HOW TO COMPLETE THIS TASK: Search the records for the word "roads". Copy every line where it appears.

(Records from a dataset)
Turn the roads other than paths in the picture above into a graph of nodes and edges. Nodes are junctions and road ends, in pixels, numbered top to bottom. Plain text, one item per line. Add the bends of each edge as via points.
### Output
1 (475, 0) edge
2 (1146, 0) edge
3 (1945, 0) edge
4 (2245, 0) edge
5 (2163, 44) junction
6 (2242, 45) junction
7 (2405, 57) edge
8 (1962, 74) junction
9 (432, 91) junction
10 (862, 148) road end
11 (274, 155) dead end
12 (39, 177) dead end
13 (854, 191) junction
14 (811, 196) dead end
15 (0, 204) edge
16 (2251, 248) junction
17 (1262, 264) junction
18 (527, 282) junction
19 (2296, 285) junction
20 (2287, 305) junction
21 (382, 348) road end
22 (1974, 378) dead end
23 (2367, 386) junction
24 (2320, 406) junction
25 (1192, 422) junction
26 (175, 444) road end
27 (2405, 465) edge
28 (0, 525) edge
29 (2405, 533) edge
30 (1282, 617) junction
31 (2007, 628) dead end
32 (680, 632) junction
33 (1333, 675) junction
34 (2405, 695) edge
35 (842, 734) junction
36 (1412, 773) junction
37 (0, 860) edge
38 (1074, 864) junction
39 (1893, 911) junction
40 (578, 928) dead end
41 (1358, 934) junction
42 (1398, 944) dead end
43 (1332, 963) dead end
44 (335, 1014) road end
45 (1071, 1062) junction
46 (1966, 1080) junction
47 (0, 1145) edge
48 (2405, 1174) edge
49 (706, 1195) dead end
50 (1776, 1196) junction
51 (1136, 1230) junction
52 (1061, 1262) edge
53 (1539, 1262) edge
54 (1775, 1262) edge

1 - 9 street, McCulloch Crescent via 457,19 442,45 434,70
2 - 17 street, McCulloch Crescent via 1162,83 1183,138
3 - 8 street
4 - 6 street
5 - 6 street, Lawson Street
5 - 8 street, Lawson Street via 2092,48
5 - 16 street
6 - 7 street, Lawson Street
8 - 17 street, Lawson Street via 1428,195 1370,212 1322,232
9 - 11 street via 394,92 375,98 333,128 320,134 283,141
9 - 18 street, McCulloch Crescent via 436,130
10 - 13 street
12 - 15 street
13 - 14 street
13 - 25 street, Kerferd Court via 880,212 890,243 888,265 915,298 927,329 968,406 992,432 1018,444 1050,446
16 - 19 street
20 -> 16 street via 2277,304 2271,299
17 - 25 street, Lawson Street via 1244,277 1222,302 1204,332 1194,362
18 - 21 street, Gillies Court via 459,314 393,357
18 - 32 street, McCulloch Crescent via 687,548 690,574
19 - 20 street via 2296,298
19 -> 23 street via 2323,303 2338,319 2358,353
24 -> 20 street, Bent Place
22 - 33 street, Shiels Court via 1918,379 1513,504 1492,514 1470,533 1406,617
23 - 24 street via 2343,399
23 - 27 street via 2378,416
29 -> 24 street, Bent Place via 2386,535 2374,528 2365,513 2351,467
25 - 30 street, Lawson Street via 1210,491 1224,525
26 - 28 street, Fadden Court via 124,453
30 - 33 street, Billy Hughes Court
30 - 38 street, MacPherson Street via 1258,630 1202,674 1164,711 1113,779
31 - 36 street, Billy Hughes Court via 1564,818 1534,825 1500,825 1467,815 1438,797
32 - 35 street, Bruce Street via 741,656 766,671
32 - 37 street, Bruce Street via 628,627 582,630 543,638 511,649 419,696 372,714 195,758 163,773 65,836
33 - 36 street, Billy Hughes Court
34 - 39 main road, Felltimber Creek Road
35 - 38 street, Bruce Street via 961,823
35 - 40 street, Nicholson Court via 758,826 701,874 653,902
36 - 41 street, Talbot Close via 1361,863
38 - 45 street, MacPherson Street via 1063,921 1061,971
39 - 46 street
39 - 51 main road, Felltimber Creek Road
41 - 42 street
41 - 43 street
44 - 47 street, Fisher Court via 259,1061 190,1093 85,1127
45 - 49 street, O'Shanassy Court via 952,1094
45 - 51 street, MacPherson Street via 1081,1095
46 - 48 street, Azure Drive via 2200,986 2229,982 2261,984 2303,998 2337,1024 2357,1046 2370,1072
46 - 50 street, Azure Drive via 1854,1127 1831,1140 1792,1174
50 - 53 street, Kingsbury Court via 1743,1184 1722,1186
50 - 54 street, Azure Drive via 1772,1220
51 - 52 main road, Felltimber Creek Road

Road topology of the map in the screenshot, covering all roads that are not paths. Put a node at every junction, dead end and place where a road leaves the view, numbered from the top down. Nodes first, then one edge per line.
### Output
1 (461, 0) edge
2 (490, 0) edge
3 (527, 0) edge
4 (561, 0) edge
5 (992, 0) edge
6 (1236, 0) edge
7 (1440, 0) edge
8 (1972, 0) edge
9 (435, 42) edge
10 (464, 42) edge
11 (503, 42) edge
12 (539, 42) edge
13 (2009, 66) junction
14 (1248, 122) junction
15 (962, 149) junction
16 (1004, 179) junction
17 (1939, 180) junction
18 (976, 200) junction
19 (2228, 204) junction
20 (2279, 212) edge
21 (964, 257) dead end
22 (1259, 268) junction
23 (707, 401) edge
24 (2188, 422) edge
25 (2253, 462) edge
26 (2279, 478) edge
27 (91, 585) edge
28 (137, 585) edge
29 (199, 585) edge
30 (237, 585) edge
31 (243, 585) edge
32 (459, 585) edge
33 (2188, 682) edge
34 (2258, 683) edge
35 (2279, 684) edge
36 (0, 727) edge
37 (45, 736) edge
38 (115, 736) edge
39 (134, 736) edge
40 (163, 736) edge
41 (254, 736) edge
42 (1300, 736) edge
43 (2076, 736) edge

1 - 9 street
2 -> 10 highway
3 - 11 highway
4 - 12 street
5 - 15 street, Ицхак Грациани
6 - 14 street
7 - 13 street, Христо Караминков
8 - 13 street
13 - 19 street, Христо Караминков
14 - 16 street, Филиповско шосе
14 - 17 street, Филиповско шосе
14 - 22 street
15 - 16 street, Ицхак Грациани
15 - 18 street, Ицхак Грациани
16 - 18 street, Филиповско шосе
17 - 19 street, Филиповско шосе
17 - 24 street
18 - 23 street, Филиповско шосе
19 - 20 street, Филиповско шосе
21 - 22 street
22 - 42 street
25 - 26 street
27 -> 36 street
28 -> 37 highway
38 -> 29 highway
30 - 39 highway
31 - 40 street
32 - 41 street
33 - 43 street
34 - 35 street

THE COMPLETED TASK:
Turn the roads other than paths in the picture above into a graph of nodes and edges. Nodes are junctions and road ends, in pixels, numbered top to bottom. Plain text, one item per line. Add the bends of each edge as via points.
Road topology of the map in the screenshot, covering all roads that are not paths. Put a node at every junction, dead end and place where a road leaves the view, numbered from the top down. Nodes first, then one edge per line.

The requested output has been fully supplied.